** Exercise details **
Lines in the material below that include "Lambe" need to be tallied; give the total alone.

** Entries provided **

=== Begin Enclosure ===

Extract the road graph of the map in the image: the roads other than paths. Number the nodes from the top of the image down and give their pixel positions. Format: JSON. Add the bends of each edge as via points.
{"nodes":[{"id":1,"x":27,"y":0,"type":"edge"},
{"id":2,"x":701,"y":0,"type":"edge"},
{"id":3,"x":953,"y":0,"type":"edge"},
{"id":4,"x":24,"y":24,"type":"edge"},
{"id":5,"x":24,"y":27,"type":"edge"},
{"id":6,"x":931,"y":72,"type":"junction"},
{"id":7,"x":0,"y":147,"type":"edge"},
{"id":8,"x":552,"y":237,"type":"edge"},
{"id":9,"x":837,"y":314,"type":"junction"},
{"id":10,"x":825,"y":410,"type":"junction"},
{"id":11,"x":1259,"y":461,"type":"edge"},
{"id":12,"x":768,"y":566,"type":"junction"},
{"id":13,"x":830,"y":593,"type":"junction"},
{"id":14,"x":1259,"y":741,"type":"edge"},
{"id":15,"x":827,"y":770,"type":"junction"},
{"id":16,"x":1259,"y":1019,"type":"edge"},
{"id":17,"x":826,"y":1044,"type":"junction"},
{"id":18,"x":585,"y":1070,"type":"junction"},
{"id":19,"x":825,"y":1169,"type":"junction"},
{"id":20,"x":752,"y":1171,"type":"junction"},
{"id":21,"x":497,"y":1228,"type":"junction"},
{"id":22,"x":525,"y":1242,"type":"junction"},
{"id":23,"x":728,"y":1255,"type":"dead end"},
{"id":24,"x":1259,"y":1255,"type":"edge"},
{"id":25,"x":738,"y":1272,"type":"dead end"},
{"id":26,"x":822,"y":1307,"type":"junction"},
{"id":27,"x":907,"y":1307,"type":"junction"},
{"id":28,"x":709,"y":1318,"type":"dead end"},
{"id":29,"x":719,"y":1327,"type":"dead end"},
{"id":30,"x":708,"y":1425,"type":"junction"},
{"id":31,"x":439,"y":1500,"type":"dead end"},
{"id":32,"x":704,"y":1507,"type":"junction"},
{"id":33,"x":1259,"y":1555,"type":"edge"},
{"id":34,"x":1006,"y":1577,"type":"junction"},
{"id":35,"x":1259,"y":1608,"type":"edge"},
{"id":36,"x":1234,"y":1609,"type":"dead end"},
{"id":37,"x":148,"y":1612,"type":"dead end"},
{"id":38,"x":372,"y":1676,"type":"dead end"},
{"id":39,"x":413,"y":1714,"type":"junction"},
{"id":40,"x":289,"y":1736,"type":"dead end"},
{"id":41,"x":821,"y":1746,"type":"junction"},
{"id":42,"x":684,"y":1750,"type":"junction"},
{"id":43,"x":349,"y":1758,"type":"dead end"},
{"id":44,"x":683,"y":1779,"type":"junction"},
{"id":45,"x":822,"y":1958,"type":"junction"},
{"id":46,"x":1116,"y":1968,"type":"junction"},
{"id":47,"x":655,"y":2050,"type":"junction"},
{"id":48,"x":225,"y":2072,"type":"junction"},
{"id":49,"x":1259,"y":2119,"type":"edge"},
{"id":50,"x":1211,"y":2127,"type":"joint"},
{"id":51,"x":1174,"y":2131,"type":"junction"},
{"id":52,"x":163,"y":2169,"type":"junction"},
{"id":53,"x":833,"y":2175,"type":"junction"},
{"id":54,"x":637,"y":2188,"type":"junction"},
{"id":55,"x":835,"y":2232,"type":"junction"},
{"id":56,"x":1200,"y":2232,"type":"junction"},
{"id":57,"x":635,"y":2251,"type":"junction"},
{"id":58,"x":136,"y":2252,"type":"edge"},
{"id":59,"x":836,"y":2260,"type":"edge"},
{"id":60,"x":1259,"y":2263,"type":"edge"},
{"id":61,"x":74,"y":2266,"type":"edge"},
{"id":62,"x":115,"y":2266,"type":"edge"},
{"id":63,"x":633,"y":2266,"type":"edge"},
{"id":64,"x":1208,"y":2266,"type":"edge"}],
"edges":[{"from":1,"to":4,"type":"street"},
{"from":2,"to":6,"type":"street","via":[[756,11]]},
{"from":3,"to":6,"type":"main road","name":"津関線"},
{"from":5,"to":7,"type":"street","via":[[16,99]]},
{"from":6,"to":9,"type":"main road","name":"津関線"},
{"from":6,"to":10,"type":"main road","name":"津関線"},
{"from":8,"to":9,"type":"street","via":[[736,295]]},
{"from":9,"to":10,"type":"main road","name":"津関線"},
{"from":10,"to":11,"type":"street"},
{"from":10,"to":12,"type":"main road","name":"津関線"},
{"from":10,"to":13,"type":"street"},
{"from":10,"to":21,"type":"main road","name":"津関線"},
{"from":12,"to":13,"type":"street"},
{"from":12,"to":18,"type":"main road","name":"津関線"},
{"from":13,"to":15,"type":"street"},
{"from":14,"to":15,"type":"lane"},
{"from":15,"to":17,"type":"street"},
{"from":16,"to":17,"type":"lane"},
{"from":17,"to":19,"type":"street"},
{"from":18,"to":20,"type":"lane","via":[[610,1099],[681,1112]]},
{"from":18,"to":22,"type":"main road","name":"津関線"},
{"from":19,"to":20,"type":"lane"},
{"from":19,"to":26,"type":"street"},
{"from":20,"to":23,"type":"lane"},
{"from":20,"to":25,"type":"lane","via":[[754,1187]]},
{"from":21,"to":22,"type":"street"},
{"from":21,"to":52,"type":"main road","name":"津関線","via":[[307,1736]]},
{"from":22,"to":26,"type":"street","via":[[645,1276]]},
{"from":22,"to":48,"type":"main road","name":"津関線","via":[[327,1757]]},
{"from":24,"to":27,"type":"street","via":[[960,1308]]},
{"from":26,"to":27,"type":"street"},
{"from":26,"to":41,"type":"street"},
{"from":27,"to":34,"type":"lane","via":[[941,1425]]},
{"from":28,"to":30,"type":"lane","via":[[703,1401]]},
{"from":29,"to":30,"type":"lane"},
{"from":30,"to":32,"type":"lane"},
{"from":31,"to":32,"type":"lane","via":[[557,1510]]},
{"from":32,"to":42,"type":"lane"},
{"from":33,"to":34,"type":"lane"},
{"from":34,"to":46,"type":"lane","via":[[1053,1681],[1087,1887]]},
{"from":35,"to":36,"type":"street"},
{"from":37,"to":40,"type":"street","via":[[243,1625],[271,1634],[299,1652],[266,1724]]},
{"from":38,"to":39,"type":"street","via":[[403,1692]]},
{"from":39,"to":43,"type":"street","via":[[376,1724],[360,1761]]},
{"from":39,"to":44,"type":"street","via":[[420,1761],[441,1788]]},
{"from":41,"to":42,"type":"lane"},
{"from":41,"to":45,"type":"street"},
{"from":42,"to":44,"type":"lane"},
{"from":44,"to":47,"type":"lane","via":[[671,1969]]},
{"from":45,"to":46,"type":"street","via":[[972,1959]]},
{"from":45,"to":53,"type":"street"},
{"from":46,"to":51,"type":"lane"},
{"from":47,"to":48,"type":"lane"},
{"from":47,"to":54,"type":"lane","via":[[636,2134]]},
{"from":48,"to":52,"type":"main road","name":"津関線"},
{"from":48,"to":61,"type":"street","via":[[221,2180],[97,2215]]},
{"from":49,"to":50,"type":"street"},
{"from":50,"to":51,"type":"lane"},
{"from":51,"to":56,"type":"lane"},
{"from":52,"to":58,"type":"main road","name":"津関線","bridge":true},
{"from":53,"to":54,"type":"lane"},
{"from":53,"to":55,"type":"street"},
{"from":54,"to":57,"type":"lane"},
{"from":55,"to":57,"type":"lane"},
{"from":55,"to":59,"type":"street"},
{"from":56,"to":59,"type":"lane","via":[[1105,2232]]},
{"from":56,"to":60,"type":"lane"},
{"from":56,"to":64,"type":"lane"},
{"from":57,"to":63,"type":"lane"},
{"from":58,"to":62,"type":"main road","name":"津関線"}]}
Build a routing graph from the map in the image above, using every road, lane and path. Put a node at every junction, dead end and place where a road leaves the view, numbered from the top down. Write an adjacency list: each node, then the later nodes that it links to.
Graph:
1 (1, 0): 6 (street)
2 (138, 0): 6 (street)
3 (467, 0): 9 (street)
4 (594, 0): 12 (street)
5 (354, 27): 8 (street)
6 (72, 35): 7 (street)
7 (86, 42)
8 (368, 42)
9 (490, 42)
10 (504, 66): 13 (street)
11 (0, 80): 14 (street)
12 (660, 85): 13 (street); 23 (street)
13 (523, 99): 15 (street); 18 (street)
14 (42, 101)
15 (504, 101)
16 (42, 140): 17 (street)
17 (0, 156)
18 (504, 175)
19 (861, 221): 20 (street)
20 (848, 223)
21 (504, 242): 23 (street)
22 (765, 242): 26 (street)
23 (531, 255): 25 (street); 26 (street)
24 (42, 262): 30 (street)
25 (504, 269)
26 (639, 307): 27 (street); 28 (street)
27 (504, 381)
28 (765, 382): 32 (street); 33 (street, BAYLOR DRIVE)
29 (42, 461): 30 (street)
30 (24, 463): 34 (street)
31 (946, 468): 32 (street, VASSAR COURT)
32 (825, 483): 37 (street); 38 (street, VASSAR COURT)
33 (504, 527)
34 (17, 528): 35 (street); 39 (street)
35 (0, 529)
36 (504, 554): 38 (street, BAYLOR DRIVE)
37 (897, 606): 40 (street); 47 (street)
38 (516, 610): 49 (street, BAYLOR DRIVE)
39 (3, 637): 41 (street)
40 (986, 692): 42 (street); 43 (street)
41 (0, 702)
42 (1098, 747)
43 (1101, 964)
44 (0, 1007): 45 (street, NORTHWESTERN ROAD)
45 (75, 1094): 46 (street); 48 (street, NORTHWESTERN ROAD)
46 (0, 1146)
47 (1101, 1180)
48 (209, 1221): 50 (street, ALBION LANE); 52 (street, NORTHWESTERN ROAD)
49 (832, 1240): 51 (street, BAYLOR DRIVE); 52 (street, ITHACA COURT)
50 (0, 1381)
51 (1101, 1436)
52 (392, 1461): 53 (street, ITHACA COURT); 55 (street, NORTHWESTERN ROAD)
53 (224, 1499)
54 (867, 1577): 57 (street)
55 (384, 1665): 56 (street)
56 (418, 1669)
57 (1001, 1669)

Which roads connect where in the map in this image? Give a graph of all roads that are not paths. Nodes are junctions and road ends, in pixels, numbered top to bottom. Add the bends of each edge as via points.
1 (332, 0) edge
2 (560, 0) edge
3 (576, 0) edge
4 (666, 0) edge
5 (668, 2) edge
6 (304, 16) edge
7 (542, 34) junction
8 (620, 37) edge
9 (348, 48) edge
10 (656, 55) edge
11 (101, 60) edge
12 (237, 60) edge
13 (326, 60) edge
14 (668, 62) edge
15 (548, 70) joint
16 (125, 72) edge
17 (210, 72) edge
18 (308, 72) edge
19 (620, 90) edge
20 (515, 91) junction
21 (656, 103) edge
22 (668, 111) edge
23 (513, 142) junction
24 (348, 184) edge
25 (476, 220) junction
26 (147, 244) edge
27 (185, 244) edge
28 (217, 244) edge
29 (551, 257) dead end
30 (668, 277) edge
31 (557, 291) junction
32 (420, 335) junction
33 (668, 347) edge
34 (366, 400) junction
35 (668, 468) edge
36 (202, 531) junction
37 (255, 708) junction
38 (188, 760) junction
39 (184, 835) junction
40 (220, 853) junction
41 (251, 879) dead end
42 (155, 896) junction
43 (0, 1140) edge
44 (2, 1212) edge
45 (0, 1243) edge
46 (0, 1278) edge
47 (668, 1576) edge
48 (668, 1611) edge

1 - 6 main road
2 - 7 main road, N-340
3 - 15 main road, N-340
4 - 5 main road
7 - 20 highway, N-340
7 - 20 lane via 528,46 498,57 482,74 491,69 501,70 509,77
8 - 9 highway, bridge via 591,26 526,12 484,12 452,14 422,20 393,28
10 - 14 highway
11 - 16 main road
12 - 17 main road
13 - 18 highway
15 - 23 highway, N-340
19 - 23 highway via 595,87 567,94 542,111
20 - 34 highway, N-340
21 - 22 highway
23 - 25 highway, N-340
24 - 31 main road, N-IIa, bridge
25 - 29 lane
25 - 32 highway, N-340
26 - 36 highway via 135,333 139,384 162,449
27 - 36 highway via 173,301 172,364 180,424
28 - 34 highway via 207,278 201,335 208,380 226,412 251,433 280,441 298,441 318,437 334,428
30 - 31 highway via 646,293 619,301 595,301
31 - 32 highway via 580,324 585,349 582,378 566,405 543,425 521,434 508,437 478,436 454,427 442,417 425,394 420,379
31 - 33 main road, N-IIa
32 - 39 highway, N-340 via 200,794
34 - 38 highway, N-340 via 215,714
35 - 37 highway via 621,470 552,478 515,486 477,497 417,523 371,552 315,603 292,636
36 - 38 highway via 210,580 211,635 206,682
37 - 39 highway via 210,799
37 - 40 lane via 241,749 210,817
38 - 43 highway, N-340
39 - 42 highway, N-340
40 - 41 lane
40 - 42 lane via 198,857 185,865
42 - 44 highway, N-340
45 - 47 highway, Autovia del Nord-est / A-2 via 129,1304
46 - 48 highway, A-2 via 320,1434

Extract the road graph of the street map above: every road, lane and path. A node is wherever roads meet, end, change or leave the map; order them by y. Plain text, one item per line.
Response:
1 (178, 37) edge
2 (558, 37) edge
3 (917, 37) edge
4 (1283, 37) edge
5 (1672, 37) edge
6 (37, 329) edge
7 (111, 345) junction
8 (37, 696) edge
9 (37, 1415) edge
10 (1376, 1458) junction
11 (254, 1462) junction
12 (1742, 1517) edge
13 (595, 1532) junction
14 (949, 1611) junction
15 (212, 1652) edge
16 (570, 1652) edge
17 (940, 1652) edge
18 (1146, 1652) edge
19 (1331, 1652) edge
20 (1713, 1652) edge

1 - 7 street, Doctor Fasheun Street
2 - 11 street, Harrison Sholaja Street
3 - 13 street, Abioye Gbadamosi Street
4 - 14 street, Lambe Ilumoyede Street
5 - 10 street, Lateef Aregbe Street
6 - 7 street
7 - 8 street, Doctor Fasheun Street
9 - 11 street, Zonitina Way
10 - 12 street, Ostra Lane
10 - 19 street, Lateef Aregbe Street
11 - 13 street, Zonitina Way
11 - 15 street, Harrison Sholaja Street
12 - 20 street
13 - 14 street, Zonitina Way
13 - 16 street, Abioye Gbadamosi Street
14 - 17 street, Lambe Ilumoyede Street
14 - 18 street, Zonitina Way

=== End Enclosure ===

** Exercise result **
2